Exercise prompt
The lines to copy are those with "where" in them. Pull each one from the entries below.

Provided records
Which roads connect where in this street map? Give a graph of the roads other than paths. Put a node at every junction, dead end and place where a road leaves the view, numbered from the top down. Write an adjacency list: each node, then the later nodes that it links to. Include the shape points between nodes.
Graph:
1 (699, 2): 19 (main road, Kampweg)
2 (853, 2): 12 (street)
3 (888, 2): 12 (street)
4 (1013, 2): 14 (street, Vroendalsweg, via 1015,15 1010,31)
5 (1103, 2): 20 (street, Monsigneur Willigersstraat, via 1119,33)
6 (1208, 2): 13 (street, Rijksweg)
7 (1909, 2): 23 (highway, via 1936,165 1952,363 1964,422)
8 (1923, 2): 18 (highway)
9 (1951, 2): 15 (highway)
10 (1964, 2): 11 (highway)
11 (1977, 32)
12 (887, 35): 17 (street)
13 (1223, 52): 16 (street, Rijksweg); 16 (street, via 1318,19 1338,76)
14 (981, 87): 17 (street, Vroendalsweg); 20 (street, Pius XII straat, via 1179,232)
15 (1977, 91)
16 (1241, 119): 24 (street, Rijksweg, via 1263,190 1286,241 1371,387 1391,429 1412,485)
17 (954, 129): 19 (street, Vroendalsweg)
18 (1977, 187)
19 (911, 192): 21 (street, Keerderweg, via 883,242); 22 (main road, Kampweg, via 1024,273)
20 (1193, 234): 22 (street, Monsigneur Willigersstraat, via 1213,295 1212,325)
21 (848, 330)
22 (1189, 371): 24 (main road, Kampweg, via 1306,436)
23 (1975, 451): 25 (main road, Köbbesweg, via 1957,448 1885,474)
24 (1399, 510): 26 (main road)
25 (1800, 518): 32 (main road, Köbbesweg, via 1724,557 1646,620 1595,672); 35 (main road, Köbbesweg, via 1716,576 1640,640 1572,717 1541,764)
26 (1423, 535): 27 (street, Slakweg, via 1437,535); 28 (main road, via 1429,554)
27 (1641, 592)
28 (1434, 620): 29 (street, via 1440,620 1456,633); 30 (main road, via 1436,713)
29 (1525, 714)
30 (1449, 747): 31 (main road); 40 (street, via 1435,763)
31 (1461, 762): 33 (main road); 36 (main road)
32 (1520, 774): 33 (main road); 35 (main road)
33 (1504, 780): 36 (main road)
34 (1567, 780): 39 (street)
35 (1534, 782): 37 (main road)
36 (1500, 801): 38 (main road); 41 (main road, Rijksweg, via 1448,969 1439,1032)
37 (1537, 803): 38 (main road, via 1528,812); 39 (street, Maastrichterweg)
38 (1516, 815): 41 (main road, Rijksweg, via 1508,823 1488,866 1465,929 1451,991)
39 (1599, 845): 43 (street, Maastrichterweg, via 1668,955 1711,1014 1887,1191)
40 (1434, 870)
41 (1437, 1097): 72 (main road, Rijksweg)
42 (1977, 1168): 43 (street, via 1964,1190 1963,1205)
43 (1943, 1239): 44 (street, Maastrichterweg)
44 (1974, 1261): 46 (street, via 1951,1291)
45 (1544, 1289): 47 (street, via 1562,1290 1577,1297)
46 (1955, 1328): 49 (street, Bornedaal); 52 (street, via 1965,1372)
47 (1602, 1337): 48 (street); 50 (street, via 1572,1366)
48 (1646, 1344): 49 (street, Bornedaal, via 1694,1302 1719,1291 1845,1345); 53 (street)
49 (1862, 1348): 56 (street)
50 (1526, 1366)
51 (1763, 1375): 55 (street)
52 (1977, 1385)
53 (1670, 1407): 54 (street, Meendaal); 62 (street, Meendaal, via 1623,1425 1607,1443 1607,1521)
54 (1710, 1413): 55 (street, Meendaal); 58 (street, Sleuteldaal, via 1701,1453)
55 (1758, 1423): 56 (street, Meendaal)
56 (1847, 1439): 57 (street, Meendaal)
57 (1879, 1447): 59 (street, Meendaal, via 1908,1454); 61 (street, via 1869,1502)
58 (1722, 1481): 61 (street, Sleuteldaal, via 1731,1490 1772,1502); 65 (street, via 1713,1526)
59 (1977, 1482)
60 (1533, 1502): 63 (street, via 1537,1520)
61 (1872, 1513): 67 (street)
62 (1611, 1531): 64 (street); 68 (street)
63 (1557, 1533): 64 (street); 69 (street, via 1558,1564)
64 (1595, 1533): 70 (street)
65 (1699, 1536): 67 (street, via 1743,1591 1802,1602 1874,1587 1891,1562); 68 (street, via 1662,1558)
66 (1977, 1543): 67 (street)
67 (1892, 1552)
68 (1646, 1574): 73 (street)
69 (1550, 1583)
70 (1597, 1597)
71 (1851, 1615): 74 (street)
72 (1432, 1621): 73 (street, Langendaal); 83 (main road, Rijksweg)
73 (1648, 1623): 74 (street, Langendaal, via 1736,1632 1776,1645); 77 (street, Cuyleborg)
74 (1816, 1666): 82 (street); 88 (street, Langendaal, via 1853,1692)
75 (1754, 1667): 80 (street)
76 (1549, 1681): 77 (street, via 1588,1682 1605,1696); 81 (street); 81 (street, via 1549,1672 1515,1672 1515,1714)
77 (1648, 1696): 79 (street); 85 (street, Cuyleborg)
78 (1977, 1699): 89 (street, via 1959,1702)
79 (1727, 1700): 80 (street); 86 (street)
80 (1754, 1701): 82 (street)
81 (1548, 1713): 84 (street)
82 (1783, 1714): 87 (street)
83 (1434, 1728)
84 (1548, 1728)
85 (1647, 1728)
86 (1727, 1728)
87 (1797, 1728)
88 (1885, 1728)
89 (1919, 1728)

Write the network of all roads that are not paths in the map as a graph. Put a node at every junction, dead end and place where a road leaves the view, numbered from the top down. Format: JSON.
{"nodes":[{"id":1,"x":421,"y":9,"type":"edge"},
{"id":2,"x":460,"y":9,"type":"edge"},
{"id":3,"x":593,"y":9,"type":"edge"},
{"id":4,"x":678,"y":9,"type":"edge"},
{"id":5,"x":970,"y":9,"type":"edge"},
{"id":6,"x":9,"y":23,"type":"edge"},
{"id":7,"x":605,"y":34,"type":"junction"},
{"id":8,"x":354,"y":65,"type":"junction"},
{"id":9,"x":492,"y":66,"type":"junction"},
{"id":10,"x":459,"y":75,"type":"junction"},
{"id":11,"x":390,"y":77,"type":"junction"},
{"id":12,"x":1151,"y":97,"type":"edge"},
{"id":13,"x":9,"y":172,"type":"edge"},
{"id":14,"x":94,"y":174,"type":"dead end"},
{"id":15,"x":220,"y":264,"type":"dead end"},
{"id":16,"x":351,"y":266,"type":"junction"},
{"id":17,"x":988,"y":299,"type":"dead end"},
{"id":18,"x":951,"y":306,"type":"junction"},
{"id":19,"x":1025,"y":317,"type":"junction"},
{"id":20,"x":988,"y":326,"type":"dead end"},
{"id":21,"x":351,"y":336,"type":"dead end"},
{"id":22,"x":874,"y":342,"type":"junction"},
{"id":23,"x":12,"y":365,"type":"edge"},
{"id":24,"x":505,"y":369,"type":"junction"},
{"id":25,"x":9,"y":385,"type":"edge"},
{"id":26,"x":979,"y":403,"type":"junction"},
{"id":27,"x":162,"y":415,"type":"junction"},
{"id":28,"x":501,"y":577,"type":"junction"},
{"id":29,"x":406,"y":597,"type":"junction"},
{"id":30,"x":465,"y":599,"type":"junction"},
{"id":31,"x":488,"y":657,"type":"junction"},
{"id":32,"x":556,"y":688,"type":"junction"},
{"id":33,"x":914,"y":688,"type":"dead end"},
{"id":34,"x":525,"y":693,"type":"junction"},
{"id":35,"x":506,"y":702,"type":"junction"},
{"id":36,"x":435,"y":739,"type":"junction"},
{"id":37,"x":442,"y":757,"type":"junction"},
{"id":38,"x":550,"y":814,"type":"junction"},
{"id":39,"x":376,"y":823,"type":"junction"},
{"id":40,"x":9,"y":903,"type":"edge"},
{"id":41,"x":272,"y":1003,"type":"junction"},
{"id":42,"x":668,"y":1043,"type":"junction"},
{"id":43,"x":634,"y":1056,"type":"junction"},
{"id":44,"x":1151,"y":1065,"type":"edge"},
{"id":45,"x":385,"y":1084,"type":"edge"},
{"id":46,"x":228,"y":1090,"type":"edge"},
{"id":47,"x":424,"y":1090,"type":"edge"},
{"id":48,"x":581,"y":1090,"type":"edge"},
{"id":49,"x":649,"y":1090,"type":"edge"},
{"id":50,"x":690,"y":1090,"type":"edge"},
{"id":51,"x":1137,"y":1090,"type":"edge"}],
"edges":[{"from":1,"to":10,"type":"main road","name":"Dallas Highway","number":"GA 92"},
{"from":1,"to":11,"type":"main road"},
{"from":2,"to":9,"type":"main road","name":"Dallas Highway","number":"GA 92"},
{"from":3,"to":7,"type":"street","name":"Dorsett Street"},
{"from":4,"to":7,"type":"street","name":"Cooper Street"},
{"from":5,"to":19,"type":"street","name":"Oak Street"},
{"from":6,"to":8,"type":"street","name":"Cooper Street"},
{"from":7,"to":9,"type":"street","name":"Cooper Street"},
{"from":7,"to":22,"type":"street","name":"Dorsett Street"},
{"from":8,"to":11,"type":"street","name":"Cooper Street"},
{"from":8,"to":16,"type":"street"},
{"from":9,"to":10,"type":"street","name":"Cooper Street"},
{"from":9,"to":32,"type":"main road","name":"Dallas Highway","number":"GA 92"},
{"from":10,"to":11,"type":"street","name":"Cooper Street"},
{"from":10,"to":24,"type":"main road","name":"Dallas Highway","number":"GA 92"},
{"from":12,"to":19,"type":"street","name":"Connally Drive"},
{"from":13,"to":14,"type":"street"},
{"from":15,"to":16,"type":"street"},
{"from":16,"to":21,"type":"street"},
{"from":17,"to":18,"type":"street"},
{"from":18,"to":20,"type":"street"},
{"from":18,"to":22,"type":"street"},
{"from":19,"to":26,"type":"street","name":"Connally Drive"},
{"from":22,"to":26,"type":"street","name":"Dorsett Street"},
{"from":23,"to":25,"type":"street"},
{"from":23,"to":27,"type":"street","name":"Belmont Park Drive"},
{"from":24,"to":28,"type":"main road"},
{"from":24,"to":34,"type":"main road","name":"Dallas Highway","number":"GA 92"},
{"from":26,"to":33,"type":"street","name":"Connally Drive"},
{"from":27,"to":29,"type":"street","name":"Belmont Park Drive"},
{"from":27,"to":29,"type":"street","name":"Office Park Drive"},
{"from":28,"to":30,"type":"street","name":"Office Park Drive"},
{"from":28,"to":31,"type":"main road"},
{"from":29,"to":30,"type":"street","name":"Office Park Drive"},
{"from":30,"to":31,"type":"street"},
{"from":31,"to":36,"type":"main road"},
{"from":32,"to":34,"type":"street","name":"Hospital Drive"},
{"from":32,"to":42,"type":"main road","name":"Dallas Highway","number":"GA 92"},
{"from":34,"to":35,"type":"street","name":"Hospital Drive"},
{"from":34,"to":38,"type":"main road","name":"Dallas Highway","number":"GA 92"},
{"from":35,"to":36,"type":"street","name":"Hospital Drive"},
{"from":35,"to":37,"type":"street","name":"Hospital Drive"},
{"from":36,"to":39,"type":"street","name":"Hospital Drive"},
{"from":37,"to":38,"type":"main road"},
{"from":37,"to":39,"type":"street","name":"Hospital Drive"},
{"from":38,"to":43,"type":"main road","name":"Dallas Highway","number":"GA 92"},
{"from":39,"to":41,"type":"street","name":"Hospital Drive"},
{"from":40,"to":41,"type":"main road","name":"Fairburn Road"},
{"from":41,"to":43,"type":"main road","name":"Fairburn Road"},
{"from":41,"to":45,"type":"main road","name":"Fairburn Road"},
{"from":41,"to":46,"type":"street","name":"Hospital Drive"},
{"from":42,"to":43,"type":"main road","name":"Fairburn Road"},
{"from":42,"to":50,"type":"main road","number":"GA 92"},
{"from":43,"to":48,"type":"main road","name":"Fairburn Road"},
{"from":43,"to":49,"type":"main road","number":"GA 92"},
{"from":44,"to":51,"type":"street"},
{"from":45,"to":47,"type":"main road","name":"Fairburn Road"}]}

Answer
Which roads connect where in this street map? Give a graph of the roads other than paths. Put a node at every junction, dead end and place where a road leaves the view, numbered from the top down. Write an adjacency list: each node, then the later nodes that it links to. Include the shape points between nodes.
Write the network of all roads that are not paths in the map as a graph. Put a node at every junction, dead end and place where a road leaves the view, numbered from the top down. Format: JSON.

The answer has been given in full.